• _TASK TO COMPLETE_
The stretch wanted below opens at the line containing "pinky mcp: (283, 379)" and closes at the line containing "pinky dip: (592, 383)". Please return it exactly, with no other lines.

-- SOURCE RECORDS follows --

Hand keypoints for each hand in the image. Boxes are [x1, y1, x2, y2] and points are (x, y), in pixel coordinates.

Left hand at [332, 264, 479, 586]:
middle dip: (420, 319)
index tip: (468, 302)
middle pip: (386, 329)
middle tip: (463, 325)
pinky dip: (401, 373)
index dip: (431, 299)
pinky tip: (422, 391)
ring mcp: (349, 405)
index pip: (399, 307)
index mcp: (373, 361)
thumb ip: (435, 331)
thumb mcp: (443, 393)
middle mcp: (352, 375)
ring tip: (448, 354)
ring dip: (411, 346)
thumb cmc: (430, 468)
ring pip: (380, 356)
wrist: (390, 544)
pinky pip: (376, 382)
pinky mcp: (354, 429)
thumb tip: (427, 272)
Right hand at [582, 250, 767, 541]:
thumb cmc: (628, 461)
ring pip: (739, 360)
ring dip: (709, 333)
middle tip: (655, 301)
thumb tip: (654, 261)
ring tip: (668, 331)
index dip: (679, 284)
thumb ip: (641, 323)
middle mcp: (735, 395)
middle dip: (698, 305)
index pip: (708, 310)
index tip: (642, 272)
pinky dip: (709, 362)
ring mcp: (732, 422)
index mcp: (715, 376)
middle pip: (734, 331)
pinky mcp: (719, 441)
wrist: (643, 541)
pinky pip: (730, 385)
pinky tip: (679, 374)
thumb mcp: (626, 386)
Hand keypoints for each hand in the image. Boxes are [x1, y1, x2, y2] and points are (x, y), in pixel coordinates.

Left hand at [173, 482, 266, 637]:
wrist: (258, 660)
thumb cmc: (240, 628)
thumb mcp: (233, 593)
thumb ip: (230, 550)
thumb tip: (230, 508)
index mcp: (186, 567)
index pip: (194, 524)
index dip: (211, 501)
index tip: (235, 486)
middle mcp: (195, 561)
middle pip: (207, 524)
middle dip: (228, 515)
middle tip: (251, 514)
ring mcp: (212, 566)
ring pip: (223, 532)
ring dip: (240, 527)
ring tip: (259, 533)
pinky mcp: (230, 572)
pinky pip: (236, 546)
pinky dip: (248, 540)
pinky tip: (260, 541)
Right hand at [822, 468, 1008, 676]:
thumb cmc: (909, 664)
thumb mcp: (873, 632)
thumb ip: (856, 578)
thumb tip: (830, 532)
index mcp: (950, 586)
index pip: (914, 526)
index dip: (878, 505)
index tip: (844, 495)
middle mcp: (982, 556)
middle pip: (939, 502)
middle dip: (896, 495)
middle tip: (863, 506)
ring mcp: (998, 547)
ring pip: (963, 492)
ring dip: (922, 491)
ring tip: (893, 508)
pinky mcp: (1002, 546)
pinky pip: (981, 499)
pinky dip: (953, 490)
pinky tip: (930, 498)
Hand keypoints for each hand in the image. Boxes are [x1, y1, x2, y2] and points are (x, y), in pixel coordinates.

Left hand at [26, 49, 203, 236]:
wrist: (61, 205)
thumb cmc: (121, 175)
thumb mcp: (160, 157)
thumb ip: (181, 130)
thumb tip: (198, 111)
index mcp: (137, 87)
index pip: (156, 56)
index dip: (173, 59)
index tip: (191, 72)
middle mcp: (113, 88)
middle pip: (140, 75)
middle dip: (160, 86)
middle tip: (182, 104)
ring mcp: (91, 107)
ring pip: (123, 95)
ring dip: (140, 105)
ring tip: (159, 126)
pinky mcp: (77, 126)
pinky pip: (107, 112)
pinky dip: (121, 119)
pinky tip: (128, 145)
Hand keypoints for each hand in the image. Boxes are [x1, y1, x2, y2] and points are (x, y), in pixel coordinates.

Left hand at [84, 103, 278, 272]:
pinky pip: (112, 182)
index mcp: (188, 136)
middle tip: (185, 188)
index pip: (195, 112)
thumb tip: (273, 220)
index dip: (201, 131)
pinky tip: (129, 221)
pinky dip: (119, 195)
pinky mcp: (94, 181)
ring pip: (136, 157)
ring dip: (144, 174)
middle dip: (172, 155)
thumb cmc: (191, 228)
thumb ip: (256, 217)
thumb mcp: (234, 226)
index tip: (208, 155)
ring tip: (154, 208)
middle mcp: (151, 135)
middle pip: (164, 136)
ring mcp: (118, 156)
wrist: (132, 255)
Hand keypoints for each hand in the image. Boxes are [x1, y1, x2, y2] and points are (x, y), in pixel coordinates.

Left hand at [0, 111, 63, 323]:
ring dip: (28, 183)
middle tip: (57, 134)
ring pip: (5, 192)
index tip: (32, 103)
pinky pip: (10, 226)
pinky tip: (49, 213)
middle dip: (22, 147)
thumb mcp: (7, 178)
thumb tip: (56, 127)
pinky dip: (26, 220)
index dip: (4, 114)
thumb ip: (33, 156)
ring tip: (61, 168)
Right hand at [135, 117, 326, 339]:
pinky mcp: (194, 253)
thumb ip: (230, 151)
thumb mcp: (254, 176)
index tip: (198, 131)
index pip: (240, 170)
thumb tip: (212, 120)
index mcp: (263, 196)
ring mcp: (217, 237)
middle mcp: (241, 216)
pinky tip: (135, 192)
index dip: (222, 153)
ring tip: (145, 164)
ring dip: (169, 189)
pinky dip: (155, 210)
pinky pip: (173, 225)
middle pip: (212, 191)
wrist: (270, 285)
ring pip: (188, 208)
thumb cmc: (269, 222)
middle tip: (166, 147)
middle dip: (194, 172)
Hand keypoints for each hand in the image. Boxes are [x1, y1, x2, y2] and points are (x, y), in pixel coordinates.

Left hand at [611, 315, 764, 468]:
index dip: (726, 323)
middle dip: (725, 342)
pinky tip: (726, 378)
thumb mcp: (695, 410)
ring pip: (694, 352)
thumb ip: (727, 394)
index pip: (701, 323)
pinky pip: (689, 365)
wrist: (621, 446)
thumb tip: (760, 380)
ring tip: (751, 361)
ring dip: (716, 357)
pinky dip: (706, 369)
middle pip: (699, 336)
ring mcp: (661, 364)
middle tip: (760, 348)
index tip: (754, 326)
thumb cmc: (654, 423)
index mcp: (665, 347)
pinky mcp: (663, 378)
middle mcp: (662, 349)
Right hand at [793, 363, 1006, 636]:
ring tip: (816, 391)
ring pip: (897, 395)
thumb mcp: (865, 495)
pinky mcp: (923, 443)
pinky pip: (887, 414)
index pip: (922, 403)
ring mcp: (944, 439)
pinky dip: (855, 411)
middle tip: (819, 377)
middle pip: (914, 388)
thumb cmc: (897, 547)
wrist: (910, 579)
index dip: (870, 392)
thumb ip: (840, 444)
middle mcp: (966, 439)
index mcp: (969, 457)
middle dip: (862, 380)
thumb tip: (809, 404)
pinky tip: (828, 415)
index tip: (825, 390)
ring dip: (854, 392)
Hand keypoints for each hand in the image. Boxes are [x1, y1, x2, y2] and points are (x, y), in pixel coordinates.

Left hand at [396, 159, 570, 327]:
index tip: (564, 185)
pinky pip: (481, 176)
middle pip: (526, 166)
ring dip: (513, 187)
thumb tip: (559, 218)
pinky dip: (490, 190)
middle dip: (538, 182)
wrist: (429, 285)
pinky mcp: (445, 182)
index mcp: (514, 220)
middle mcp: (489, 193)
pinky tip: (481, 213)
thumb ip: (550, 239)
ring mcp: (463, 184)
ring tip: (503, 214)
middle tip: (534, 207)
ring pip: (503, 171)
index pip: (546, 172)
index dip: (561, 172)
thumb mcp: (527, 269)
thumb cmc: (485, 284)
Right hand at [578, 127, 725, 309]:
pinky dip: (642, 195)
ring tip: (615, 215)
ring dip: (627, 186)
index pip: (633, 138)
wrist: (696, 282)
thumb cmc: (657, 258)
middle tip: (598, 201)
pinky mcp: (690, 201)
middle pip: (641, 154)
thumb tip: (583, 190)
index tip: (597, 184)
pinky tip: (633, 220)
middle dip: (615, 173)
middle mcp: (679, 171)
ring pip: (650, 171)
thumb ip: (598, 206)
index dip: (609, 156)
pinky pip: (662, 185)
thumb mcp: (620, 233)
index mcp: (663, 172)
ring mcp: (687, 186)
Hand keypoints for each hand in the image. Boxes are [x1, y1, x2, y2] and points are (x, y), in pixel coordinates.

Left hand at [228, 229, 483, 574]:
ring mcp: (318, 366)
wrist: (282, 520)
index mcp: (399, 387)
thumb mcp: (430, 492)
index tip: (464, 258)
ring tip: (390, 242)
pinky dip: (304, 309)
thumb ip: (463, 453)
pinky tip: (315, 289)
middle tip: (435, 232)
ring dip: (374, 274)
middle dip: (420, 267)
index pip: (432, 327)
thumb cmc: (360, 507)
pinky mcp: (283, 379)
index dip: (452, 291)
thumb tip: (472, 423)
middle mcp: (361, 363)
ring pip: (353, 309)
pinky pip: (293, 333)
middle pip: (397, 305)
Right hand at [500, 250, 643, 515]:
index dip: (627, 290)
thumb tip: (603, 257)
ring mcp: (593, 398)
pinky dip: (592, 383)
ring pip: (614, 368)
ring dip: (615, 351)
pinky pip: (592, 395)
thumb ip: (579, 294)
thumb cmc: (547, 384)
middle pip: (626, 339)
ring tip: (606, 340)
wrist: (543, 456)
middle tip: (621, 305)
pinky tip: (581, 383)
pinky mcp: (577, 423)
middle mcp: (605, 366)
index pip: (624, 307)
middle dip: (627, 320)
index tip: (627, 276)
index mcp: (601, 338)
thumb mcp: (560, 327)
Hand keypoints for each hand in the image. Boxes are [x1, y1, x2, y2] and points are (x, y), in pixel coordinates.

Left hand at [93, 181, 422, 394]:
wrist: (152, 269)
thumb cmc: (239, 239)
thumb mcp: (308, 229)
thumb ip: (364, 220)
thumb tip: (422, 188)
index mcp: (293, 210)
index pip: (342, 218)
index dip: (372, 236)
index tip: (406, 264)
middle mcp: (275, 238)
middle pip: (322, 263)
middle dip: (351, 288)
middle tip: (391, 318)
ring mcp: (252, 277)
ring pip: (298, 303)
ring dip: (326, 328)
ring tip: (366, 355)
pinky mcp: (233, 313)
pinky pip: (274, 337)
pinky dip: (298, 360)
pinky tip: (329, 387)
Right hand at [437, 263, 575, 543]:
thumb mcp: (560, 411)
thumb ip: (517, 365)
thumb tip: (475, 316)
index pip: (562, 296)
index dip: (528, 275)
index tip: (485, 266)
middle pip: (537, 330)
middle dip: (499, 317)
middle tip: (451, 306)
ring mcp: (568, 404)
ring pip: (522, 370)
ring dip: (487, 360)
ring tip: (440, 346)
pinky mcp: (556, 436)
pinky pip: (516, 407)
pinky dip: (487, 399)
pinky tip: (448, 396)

-- SOURCE RECORDS concluded --

• _YOUR RESPONSE_
pinky mcp: (283, 379)
index dip: (452, 291)
thumb tip: (472, 423)
middle mcp: (361, 363)
ring pip: (353, 309)
pinky pip: (293, 333)
middle pip: (397, 305)
Right hand at [500, 250, 643, 515]:
index dip: (627, 290)
thumb tip: (603, 257)
ring mcp: (593, 398)
pinky dip: (592, 383)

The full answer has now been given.